[Saved data entries]
* * * *

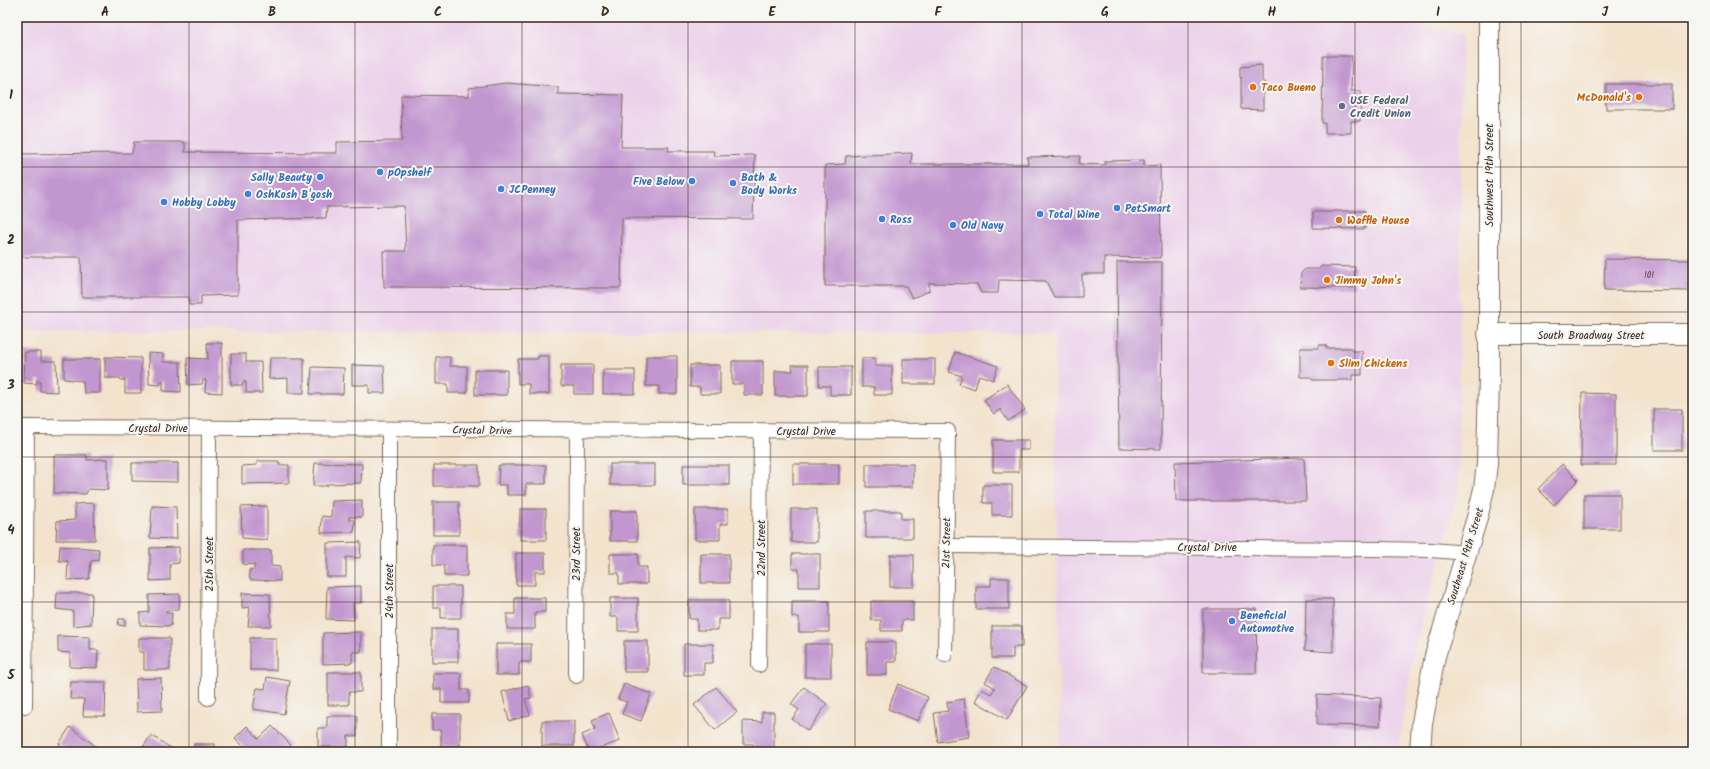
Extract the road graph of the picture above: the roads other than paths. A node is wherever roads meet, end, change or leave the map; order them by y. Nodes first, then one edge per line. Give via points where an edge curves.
1 (1489, 17) edge
2 (1488, 334) junction
3 (1693, 334) edge
4 (22, 427) edge
5 (209, 429) junction
6 (389, 429) junction
7 (577, 431) junction
8 (761, 431) junction
9 (948, 431) joint
10 (946, 546) junction
11 (1468, 553) junction
12 (945, 655) dead end
13 (759, 665) dead end
14 (576, 676) dead end
15 (208, 698) dead end
16 (25, 706) dead end
17 (389, 752) edge
18 (1420, 752) edge

1 - 2 main road, Southwest 19th Street
2 - 3 main road, South Broadway Street
2 - 11 main road, Southeast 19th Street via 1484,489
4 - 5 street, Crystal Drive
4 - 16 street
5 - 6 street, Crystal Drive
5 - 15 street, 25th Street
6 - 7 street, Crystal Drive
6 - 17 street, 24th Street
7 - 8 street, Crystal Drive
7 - 14 street, 23rd Street
8 - 9 street, Crystal Drive
8 - 13 street, 22nd Street
9 - 10 street, 21st Street
10 - 11 street, Crystal Drive via 1384,549
10 - 12 street, 21st Street
11 - 18 main road, Southeast 19th Street via 1435,656 1423,717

* * * *

Activity: With the images left out, set down each record exactly as it appears.

Output below:
Extract the road graph of the picture above: the roads other than paths. A node is wherever roads meet, end, change or leave the map; order them by y. Nodes first, then one edge per line. Give via points where an edge curves.
1 (1489, 17) edge
2 (1488, 334) junction
3 (1693, 334) edge
4 (22, 427) edge
5 (209, 429) junction
6 (389, 429) junction
7 (577, 431) junction
8 (761, 431) junction
9 (948, 431) joint
10 (946, 546) junction
11 (1468, 553) junction
12 (945, 655) dead end
13 (759, 665) dead end
14 (576, 676) dead end
15 (208, 698) dead end
16 (25, 706) dead end
17 (389, 752) edge
18 (1420, 752) edge

1 - 2 main road, Southwest 19th Street
2 - 3 main road, South Broadway Street
2 - 11 main road, Southeast 19th Street via 1484,489
4 - 5 street, Crystal Drive
4 - 16 street
5 - 6 street, Crystal Drive
5 - 15 street, 25th Street
6 - 7 street, Crystal Drive
6 - 17 street, 24th Street
7 - 8 street, Crystal Drive
7 - 14 street, 23rd Street
8 - 9 street, Crystal Drive
8 - 13 street, 22nd Street
9 - 10 street, 21st Street
10 - 11 street, Crystal Drive via 1384,549
10 - 12 street, 21st Street
11 - 18 main road, Southeast 19th Street via 1435,656 1423,717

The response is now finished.